┌──

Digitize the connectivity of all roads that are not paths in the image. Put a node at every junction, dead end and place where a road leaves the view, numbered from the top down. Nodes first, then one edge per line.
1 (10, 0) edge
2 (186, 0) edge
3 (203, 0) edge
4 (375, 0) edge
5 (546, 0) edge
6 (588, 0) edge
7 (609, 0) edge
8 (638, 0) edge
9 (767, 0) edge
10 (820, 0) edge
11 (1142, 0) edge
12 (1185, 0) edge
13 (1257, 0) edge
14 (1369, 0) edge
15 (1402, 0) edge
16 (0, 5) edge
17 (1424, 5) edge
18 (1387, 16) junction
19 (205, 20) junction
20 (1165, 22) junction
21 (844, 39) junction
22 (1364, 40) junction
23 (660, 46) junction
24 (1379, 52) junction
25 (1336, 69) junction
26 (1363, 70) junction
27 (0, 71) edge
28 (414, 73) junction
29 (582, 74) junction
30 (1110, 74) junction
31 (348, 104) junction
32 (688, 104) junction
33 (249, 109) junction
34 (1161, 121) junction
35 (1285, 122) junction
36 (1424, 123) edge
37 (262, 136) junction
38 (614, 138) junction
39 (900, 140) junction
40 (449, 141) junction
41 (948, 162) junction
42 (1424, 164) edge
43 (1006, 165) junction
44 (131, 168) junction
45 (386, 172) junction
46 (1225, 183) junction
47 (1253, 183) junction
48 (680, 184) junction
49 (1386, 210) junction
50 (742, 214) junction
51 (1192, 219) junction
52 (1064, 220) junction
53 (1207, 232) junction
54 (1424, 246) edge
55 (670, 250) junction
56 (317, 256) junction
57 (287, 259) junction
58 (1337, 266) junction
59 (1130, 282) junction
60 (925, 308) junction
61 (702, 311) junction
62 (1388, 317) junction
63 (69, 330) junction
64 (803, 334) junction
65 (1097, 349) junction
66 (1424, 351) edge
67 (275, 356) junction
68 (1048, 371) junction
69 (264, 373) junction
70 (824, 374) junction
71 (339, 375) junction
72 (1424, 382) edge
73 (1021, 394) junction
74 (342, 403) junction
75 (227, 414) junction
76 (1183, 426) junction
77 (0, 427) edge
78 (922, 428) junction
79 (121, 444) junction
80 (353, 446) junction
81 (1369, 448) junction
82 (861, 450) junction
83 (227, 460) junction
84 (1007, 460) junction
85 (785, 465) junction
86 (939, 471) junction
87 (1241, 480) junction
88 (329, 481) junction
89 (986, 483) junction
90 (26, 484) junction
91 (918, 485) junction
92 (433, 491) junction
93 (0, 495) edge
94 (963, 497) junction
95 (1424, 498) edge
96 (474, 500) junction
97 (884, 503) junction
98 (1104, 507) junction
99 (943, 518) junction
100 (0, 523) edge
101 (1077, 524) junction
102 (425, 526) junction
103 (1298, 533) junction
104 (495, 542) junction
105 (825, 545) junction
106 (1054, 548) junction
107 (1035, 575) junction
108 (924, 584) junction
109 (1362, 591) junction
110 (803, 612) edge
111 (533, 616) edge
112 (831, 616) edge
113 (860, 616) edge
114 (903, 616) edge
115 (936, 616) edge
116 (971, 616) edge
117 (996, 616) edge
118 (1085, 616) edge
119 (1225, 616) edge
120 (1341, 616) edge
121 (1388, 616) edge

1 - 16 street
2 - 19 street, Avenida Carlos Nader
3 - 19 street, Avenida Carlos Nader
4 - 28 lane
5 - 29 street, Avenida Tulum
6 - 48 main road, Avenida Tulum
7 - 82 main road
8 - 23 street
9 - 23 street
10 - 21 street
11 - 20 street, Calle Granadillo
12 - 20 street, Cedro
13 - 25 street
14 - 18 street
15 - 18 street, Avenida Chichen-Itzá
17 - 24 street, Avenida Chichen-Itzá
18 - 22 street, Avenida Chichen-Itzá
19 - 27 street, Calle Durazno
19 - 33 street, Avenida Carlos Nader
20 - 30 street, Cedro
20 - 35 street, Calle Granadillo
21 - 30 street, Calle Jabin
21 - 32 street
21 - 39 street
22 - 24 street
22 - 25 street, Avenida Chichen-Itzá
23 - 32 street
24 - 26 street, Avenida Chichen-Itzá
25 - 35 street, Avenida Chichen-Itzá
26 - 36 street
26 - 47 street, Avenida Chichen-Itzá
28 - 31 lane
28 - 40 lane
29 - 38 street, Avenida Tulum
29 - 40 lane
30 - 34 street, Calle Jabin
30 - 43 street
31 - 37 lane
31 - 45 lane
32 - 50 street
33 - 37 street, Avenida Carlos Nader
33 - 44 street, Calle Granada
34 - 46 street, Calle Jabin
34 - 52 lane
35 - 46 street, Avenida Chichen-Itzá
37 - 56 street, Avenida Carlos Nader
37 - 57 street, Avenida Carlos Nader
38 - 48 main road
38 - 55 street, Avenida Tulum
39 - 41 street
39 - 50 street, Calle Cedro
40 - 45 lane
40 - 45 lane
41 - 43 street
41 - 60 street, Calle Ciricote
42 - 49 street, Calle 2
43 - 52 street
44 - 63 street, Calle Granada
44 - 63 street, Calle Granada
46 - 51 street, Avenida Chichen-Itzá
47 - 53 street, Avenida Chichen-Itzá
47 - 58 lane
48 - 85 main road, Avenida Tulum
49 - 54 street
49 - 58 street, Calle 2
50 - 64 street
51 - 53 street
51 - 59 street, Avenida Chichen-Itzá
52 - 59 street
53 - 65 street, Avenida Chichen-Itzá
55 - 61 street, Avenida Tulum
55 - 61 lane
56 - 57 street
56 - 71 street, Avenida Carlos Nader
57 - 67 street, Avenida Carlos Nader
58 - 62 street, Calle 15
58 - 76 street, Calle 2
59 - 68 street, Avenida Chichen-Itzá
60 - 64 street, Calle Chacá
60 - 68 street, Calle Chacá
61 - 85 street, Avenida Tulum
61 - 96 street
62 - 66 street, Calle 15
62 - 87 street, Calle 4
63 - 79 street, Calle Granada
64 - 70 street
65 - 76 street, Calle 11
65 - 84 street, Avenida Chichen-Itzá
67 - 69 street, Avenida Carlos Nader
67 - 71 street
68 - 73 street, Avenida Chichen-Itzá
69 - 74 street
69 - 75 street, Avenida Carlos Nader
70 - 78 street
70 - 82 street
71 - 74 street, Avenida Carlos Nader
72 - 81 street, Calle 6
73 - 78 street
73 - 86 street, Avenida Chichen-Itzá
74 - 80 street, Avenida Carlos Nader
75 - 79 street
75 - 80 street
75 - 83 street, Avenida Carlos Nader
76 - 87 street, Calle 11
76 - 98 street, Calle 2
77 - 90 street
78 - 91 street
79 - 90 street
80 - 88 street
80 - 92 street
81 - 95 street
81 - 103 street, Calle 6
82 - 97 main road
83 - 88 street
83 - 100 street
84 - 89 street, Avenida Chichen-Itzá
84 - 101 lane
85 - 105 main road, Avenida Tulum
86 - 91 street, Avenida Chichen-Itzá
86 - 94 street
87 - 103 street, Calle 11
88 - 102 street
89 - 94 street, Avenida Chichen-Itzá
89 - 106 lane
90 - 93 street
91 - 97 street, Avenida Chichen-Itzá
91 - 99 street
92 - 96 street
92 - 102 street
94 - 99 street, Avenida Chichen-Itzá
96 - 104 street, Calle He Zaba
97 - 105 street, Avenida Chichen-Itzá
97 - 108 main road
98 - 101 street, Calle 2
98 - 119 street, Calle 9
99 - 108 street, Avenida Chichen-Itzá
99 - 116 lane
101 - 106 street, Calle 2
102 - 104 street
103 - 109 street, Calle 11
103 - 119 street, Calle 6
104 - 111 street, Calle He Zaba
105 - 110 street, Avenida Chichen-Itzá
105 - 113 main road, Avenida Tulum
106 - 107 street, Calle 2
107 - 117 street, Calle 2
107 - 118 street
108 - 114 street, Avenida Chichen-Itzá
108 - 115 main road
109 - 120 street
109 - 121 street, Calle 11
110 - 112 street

└──

AIM OF THE TASK: The word "Granada" appears in how many lines of the records? Give the number only.

ANSWER SECTION: 4